Fig.1 The technical path of integrating FDP with GPS and GIS
The Central Techniques
As shown in Figure 1, FDP actually employs a number of innovative techniques covering GPS, GIS, analytical photogrammetry, digital photogrammetry and so on. The key issues, however, come from the follows:

• Kinematic GPS positioning is introduced into aerial photogrammetry. While aerial photography, GPS signal receivers should work cooperatively with aerial camera; after flight, relative kinematic GPS positioning based on carrier phase observations is used to solve the 3D coordinates of the camera positions. Especially, it is of importance to handle GPS signal cycle slip using ambiguity resolution OTF (On The Fly) strategy. This strategy is able to promptly, efficiently solve the correct ambiguity for the distance of 50km or far, height difference of 2400m or larger. The interior accuracy better than 1dm for the differential GPS positioning can be achieved by fixing the ambiguity.
• Automatic point transfer and image mensuration are fulfilled by an image matching technique which contains local multi-point relaxation algorithm via epipolar geometric constraint. In order to reduce the number of GCP and the workload of the manual measurement in images, the determination of control points in the absolute orientation employs GPS-supported automatic aerotriangulation.
• Road extraction from imagery is semi-automatically achieved. In the road extraction, some techniques are applied. The techniques take into accounts of template matching, approximate point given along roads, candidate determination by template matching in terms of road gray characteristics, geometric constraints regarding road smoothing and continuity, piecewise fitting, and model optimization by Hopefield neural network.
• Automatic house location is realized.
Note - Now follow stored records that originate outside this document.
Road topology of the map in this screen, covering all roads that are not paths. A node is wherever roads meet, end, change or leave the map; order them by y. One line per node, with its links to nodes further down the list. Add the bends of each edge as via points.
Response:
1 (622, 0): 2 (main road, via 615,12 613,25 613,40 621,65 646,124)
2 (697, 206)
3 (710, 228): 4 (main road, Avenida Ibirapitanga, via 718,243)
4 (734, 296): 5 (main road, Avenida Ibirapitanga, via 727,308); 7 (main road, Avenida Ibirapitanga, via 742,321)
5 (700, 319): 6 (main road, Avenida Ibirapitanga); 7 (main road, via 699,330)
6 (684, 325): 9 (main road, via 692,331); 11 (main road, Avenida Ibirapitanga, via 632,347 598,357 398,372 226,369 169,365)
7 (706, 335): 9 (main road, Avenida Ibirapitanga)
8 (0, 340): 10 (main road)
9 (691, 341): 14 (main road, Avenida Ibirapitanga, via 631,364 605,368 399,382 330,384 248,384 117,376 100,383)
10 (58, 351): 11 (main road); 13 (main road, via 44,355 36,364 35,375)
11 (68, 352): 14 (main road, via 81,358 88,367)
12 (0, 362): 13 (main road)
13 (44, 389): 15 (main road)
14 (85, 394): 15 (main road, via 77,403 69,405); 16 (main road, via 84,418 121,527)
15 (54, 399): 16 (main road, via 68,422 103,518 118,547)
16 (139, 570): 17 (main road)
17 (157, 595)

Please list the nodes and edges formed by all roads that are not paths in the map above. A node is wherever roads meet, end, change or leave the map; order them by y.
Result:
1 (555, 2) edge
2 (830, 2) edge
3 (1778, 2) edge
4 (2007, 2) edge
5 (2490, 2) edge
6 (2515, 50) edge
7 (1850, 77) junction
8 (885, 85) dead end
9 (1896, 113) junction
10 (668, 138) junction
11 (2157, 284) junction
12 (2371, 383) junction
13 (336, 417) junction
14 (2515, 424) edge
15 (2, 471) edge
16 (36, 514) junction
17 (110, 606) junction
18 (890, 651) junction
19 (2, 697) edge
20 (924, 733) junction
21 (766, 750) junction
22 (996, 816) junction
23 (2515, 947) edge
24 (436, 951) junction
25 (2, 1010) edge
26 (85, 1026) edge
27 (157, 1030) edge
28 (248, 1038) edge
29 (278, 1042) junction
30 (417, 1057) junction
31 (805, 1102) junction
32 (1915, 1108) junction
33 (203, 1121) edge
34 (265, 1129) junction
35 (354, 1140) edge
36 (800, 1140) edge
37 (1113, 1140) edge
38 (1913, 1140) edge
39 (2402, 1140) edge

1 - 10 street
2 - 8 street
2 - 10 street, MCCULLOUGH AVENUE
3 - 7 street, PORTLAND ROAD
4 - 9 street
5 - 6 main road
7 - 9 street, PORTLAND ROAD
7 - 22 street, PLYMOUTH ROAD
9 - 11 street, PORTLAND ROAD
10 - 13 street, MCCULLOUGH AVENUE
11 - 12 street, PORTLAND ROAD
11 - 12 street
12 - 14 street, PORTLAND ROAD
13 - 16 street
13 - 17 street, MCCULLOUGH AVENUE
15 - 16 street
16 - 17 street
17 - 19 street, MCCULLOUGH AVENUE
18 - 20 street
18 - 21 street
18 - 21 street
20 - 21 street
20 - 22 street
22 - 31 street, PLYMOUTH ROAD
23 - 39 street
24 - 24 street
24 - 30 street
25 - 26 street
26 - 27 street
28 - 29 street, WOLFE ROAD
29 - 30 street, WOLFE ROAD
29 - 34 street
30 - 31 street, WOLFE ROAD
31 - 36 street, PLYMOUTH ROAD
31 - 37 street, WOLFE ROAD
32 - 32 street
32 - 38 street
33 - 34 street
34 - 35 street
In the house location, a house corner is roughly clicked, then two straight lines and the corner are fitted by least-squares method after edge detection and line grouping by Hough transformation. Sequentially, semi-automatic mensuration follows via two phases: the maintenance of an object window covering house roofs as many as possible and automatic house corner matching. Eventually, a 3D city landscape is reconstructed with real surface texture of buildings.
• 2.5D spatial analysis, query and dynamic transfer is achieved through the following steps: DOM generation by digital photogrammetric system VirtuoZo; graphic data converted into GIS database without lose of any information; and establishment of large region image database and its overlay with DEM. A good example is in Guangzhou, where DEM database and DOM database were created by employing GeoStar. The 200 mapsheets of DEM and DOM were however produced by VirtuoZo.